Showing posts with label interview. Show all posts
Showing posts with label interview. Show all posts

Monday, October 27, 2014


Haunted Hotel, England
What inspires you? 

Boredom inspires me. It began in High School, I use to get bored during Summer Recess from School. To pass time, I hand wrote a novel each summer. But, lacking confidence, I threw each one away as soon as School started again. 

Secondly, searching for a sense of accomplishment is my biggest inspiration. Unfortunately, I tend to write better when I’m down and I write to bring myself up. For example, in 2007, emerging from homelessness, I lived in an old historic relic of a hotel that was known to be haunted. Many of its residents were “put” there by Social Services or on drugs. Residents paid by the week so, for many it was a revolving door. I stayed locked up in my apartment raising my one year old Grandson, whose Mom abandoned him. Writing my recently released novel, 'To Dance with Ugly People,' was my escape and it made my life rich and rewarding. I felt in touch with a higher power while writing this book, which was my third inspiration. 

I’d pray for where to go next, having reached writer’s block, and I promise you the answer would pop into my head during the night. This novel brought me to a new divine awareness. I realized I had experienced a lot in life that had left me strewn and unsettled; the book brought about the resurgence of a strong feeling of cohesion, for me. I could feel my heart glow with excitement and enthusiasm as I wrote this book. 

Who inspires me? 

I have loved the written word my whole life. I have attended lectures and readings by Maya Angelou, Nikki Giovanni, and Sonia Sanchez. I’d shed tears of admiration sitting in the Audience. Ntozake Shange, Alice Walker, Terry McMillan and Alice Walker are among others I have admired.

What are you passionate about doing? 

I am passionate about writing. I keep a notebook and pen in my purse, in every room and on the table beside my bed. I’ve started my second book. It is a sequel to, “To Dance with Ugly People,” titled “Ugly People Can’t Dance.” I am also passionate about dollhouses. I build them from kits. I shop on Ebay for miniature furniture, I paint the rooms with paint sample from Walmart.

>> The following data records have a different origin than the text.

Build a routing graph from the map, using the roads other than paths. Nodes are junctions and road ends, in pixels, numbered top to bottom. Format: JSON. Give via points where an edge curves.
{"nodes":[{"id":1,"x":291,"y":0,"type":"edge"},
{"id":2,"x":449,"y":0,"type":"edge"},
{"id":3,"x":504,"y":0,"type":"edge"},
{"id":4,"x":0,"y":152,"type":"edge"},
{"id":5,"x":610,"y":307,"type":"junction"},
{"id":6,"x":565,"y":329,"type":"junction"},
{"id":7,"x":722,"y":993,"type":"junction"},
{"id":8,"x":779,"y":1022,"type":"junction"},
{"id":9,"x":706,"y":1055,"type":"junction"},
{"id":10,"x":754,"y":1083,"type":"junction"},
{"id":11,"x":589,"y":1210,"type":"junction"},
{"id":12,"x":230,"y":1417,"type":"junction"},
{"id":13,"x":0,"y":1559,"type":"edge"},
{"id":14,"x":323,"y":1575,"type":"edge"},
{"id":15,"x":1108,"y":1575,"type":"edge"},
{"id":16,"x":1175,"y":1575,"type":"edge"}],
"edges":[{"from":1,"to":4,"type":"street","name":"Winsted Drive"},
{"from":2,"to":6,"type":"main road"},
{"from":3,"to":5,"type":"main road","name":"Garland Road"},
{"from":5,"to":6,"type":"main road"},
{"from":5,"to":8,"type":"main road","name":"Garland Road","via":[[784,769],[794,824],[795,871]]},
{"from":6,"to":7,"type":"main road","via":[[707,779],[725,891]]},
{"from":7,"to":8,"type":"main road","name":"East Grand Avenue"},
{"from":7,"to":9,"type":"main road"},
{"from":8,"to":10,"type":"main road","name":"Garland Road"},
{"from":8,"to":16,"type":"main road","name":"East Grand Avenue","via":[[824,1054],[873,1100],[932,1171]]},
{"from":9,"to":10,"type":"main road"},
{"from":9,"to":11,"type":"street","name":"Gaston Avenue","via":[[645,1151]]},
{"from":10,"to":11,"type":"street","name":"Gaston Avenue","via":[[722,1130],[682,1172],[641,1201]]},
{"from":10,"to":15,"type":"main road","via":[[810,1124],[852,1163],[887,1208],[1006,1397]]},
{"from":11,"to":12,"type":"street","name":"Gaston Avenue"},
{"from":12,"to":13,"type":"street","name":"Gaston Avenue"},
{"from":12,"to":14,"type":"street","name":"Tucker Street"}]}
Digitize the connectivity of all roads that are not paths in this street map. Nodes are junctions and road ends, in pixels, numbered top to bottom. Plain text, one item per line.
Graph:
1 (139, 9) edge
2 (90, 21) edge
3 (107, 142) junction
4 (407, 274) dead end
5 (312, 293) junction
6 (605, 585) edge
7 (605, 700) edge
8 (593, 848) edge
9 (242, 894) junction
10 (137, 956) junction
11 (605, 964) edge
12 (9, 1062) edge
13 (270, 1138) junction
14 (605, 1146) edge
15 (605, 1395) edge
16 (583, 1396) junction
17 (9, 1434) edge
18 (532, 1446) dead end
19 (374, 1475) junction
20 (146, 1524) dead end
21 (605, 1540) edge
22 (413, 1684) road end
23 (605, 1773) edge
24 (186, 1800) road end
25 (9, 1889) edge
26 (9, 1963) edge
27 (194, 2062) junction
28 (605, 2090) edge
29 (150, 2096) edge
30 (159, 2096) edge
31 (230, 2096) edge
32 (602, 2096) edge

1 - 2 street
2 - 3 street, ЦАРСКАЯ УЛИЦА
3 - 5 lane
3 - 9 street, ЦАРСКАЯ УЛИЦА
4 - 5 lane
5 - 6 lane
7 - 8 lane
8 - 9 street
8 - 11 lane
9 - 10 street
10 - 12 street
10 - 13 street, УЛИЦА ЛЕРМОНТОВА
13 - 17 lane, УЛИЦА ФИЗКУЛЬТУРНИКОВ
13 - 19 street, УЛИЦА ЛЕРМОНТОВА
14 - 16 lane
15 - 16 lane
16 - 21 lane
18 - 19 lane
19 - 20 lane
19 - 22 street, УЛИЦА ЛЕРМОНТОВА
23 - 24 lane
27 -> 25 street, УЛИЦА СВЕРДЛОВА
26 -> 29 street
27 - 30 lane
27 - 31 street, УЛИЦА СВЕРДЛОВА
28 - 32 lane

I make tiny curtains, shingle the roofs, place shutters, lay carpet, you name it. Once finished I give them away to a needy little girl.

How do you express your interests? 

In the middle of the night when the house is quiet and everyone asleep, I write. Sometimes I go to bed with a question on my mind, and the answer pops into my head. I jump up and write it down. I am retired, so I am able to take cat naps during the day. When I am working on my dollhouses, I think about the story I am writing.

How do you stay inspired? 

Listening for little sayings people use. For instance, I met an older lady who would say, “Don’t Dance with Ugly People!” every time we parted. That memory was my inspiration for my book title, “To Dance with Ugly People.” 

I am a people watcher. I am very quiet in a room full of people because I am listening so hard. Even a trip to the grocery store, has me nosily listening to every conversation I can. Phrases, Hints, Character names, Ideas (if it hits my ear right) gives me something I may be able to use. Day to day I am writing down my favorite things I have heard and I put in an hour a day, at least, writing. My son calls my writing a crossword puzzle. He is right. I might be writing something that is used in Chapter 10 today and haven't completed 1 through 9. I eventualy move everything around, put in some fill in and have a completed novel. I can't explain it any other way. 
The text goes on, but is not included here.